Israël-Palestine : l’égalité
ou rien
Nous publions ici un compte rendu de
l’émission de radio « Le monde comme il va », présentée
par Nasser et Patsy tous les mercredis de 19h30 à 20h sur radio
de Nantes. Il s’agit ici d’une présentation du livre « Israël-
Palestine : l’égalité ou rien » dont l’auteur Edward
Saïd, intellectuel palestinien, enseigne la littérature comparée
à l’université Columbia aux Etats-Unis. Loin des sentiers
battus et des passages de pommade médiatiques, E. Saïd, a écrit
26 textes, qui depuis la signature des accords d’Oslo en 1993 fait le point
sur la situation et les perspectives du peuple palestinien.
Pour beaucoup, la signature des fameux Accords
d’Oslo en 1993 fut un de ces grands moments de l’histoire contemporaine.

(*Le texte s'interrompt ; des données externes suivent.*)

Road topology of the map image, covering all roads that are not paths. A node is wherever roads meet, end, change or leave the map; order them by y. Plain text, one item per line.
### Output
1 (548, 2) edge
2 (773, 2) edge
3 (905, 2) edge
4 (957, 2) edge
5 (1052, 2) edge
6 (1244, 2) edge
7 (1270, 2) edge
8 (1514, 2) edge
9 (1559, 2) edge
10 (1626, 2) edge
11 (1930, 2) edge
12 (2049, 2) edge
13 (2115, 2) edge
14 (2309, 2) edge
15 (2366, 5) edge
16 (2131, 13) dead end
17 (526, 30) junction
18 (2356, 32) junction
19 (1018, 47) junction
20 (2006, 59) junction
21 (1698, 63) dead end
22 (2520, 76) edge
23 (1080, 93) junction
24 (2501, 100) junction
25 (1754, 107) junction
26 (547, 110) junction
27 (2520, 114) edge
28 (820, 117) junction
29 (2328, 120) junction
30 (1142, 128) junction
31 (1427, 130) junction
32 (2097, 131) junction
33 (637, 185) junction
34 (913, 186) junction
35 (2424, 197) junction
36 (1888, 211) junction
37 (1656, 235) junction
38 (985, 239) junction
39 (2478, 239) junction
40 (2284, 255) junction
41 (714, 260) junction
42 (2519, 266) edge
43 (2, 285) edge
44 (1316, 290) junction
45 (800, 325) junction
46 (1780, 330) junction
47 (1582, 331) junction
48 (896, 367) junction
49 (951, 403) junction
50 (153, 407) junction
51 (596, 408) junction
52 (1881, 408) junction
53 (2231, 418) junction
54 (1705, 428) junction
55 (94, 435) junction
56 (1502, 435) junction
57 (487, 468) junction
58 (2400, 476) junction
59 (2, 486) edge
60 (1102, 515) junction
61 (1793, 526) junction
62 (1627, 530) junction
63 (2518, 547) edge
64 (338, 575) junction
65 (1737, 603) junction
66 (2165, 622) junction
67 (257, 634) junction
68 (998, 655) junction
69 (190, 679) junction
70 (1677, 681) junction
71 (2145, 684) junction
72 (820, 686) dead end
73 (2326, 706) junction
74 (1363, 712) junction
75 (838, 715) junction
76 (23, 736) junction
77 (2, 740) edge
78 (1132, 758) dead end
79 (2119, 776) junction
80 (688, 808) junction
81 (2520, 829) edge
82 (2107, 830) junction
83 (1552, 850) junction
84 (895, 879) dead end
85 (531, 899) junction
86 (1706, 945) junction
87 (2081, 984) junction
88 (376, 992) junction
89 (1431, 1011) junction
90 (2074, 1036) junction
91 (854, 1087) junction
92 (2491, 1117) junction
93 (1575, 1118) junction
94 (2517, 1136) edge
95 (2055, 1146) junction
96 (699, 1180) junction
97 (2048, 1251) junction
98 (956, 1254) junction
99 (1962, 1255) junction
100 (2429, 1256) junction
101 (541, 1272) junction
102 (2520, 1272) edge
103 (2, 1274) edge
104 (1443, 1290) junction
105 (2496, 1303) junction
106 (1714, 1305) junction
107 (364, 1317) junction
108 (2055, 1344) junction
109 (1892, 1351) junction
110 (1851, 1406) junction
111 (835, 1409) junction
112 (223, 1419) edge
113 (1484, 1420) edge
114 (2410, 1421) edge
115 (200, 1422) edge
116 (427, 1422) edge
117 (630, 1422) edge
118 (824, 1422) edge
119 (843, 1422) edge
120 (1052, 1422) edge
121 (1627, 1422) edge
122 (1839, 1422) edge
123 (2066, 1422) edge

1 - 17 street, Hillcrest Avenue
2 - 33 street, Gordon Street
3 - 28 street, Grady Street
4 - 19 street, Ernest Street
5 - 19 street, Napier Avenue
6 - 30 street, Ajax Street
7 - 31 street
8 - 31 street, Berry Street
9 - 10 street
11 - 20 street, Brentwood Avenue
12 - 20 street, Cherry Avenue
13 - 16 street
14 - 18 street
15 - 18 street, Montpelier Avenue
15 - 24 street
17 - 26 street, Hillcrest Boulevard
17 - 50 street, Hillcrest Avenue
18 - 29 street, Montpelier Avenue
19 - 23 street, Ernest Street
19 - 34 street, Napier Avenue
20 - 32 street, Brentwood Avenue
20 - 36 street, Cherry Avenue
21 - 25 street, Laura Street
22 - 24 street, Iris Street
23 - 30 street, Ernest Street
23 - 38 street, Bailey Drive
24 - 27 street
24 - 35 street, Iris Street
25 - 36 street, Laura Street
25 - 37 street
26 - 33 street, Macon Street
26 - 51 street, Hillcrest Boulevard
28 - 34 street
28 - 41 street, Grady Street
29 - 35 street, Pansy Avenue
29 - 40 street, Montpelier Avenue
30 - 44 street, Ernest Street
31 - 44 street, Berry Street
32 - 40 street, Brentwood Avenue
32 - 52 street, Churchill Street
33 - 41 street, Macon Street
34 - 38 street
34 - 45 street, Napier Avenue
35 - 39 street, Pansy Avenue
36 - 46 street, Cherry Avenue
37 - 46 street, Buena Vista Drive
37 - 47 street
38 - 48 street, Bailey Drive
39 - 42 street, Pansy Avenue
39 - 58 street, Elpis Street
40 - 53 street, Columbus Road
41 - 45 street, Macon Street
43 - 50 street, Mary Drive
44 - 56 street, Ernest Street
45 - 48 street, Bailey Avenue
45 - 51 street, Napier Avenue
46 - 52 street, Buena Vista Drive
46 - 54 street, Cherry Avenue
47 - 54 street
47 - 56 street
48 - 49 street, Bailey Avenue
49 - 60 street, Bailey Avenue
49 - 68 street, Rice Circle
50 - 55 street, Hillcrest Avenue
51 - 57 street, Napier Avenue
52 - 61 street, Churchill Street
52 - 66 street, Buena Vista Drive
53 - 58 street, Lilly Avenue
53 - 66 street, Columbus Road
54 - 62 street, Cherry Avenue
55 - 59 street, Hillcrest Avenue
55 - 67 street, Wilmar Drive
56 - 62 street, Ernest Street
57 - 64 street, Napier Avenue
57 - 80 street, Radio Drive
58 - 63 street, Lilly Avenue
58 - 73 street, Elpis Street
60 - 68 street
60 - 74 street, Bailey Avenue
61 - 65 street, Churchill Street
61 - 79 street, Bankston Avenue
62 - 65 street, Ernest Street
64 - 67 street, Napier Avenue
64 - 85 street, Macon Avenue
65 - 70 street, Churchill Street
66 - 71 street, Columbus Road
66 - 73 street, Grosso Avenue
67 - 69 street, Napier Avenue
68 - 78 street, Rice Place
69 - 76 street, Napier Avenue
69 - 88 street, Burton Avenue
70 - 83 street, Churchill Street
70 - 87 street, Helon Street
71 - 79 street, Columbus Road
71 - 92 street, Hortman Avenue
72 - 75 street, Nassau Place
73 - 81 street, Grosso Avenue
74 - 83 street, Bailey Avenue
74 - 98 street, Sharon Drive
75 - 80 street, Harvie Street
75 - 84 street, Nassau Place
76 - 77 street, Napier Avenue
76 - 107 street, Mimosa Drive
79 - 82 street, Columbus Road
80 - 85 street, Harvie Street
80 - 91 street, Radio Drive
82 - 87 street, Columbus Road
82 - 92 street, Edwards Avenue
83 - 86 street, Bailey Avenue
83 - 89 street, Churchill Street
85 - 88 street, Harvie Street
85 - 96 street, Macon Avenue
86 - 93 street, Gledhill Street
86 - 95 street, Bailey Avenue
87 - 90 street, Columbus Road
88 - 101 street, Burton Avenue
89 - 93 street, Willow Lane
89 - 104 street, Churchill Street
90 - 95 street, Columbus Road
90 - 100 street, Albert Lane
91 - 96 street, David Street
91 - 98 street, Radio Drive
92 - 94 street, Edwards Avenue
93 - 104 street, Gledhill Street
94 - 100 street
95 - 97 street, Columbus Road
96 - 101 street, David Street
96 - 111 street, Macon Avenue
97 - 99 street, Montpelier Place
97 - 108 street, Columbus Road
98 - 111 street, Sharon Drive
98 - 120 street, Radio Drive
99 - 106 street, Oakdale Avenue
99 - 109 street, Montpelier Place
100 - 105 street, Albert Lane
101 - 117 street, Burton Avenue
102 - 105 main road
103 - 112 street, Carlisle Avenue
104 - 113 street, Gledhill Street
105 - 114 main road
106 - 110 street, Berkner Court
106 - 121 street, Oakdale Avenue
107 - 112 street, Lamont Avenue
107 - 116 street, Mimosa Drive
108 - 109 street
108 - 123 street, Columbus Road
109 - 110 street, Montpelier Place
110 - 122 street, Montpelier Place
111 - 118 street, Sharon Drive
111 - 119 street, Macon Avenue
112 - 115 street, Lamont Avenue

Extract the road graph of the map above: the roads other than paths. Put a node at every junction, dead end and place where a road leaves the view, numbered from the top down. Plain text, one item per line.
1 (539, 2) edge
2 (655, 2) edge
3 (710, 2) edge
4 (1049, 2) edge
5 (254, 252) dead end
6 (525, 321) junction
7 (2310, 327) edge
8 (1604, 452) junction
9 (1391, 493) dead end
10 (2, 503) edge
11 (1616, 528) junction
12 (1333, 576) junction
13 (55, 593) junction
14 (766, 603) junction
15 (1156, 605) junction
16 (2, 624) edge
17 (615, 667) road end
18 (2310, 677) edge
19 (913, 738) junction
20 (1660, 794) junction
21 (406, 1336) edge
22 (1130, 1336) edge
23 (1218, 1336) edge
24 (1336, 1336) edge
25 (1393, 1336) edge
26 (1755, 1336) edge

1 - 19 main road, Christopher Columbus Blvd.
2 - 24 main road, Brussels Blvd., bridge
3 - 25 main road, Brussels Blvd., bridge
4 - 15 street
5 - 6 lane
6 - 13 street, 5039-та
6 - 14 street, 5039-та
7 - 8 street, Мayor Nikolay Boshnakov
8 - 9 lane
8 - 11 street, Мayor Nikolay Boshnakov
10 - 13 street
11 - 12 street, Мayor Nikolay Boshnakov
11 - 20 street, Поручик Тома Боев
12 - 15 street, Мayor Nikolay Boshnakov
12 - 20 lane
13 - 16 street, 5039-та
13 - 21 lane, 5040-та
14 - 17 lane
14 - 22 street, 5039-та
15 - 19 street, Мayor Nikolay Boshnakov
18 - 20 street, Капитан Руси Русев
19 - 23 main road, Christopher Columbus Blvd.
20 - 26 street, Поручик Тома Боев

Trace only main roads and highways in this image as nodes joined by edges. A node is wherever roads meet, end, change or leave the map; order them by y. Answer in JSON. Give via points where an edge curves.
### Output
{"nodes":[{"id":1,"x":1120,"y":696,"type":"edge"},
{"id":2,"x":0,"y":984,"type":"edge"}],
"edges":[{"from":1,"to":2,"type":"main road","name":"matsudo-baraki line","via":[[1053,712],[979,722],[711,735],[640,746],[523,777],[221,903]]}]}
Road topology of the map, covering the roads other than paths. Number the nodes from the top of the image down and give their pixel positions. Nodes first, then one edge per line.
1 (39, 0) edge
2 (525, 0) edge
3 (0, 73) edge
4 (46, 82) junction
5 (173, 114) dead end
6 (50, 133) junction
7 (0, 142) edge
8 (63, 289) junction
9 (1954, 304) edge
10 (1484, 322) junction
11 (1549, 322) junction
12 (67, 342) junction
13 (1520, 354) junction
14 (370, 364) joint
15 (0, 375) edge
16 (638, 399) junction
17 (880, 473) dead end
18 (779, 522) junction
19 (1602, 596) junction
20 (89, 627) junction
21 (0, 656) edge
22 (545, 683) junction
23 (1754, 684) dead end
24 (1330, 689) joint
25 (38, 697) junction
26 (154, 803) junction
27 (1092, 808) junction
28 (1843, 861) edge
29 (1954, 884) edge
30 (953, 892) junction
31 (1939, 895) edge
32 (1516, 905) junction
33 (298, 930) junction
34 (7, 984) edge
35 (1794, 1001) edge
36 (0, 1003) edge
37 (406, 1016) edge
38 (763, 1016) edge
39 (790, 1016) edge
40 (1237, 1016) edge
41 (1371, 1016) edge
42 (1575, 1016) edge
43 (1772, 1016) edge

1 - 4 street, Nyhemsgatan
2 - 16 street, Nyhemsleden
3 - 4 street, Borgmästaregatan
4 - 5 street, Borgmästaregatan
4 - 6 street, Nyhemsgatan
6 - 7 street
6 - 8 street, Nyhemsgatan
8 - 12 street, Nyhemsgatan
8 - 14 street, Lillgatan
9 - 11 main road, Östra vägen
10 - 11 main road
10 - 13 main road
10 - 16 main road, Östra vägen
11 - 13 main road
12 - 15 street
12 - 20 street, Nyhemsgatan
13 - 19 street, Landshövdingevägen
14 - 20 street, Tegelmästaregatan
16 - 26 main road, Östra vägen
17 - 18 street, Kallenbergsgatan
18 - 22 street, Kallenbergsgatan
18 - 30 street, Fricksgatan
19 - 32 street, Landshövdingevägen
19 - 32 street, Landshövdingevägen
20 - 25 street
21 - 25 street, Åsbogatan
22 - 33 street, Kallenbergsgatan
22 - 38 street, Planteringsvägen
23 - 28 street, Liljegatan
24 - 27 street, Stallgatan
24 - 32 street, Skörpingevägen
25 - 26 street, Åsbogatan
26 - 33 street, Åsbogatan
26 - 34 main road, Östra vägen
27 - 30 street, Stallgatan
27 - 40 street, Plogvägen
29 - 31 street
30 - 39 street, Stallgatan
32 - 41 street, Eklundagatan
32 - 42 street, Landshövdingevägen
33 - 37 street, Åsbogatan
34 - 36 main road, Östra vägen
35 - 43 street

Pour beaucoup, sagesse et bon sens venaient de marquer un point dans un
conflit vieux de plusieurs décennies, dans un conflit sanglant qui
semblait sans issue. Alors, on célébra, d’un côté,
la reconnaissance par l’État d’Israël de l’OLP comme instance
représentative du peuple palestinien ; on célébra,
de l’autre, la reconnaissance par l’OLP du droit à l’existence de
l’État israélien. Et Yasser Arafat serra la main de Rabin
sous le regard ému du président américain, les flashs
flashèrent, les téléscripteurs téléscriptèrent,
et si certains observateurs firent remarquer que cet événement
n’était qu’une première étape dans un long processus
de réconciliation, rares furent les voix à s’élever
et à qualifier cette cérémonie de mascarade honteuse.
Israël délegue la répression
à Arafat
Pour Edward Saïd, Oslo fut un Versailles
palestinien. Un accord terrible entre deux adversaires, l’un, Israël,
en plein forme et puissamment soutenu notamment par les États-Unis,
l’autre, l’OLP, en déliquescence, prête à tout pour
continuer à exister. Car à Oslo, Israêl n’a rien lâché.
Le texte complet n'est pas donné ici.